Estes números apresentados se referem somente a disseminação de notícias falsas sobre o processo eleitoral nas duas últimas eleições. Quando se trata de ataques pessoais, os números apresentados são mais assustadores e as consequências também. Segundo publicado pela CNN em novembro de 2020, o TSE registrou 264 ataques contra candidatos nas eleições deste mesmo ano. Os ataques variam entre publicações falsas que mancham a índole do seu oponente, como é o caso dos nossos exemplos, á lesões corporais médias e graves, além de crimes contra a integridade física.
Em publicações anteriores já havíamos discorrido sobre as consequências das fake News e Deepfakes no andamento do processo democrático e, para combater ainda mais a disseminação de notícias falsas, o TSE lançou, no dia 2 de abril deste ano, o Centro Integrado de Enfrentamento à Desinformação e Defesa da Democracia (CIEDDE) que conta com a cooperação dos 27 TREs, além de resoluções que efetivamente punam quem optar pela utilização de fake News e Deepfakes nas suas estratégias de campanha, podendo inclusive ter a candidatura e o mandato cassado.

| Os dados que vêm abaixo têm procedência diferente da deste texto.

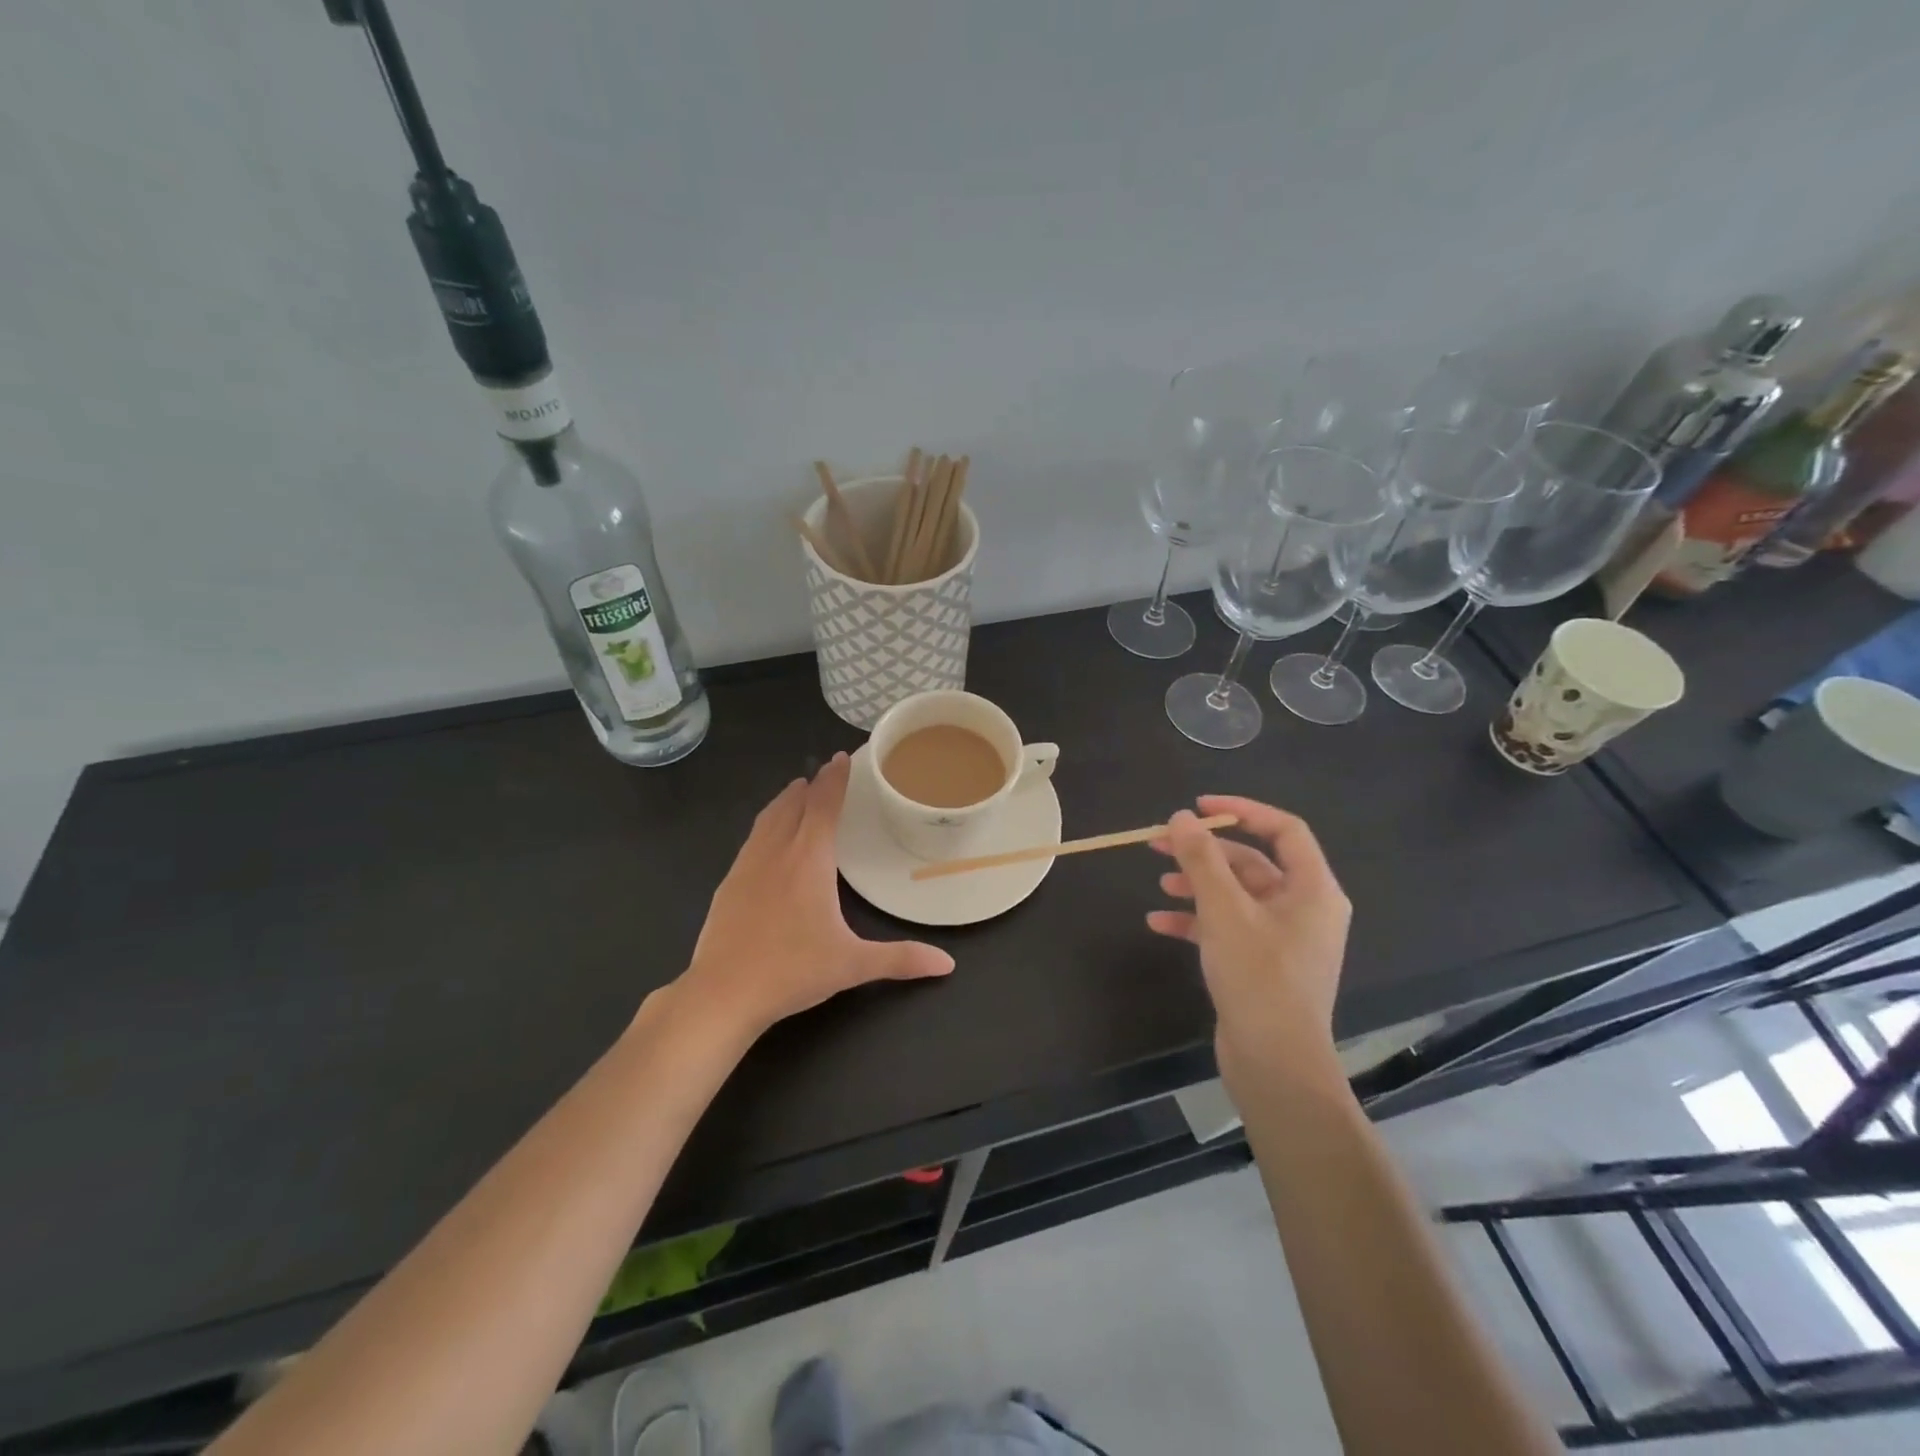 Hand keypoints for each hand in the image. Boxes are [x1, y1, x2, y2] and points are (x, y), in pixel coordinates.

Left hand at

O que se percebe até aqui, é que a necessidade pela manutenção ou pela aquisição do poder pode levar a utilização desesperada de ações ilícitas quando o ator político se depara com a possibilidade de não obtenção desta relação de soberania. E esta ação prejudica a manutenção do sistema democrático, tanto para os eleitores quanto para os órgãos reguladores, que necessitam movimentar um número maior de colaboradores para o acompanhamento das campanhas eleitorais e o que está sendo divulgado.
Retomando os nossos casos de exemplo, se a ação tomada pelos agentes apresentados nos exemplos um e dois fosse a busca pelo entendimento do posicionamento, insatisfação e necessidade do seu eleitor, por estudos comportamentais realizados com os munícipes, a fadiga de um processo eleitoral desesperado, baseado em ataques e inverdades não se tornaria necessário, pois, diferentemente do que o senso comum mostra, eleitores, quando deparados com ataques infundados e notícias falsas disseminadas optam por se afastar do embate, aumentando o número de abstenção política, ou seja, o Desalento eleitoral.
Compreender que estudos comportamentais são as melhores estratégias para que se observe o posicionamento e valores dos eleitores, para que estratégias de campanha propositivas sejam traçadas se mostra a direção mais assertiva para uma candidatura vitoriosa. Jogar dentro das “quatro linhas” do processo democrático e constitucional é o horizonte para a conservação da comoção grupal, necessidade base para a manutenção do poder de um governante.
Schaiany Stallivieri é Socióloga, Pós-graduanda em Ciência Política, pesquisadora em Comportamento Político e Analista de Pesquisas do Instituto Methodus.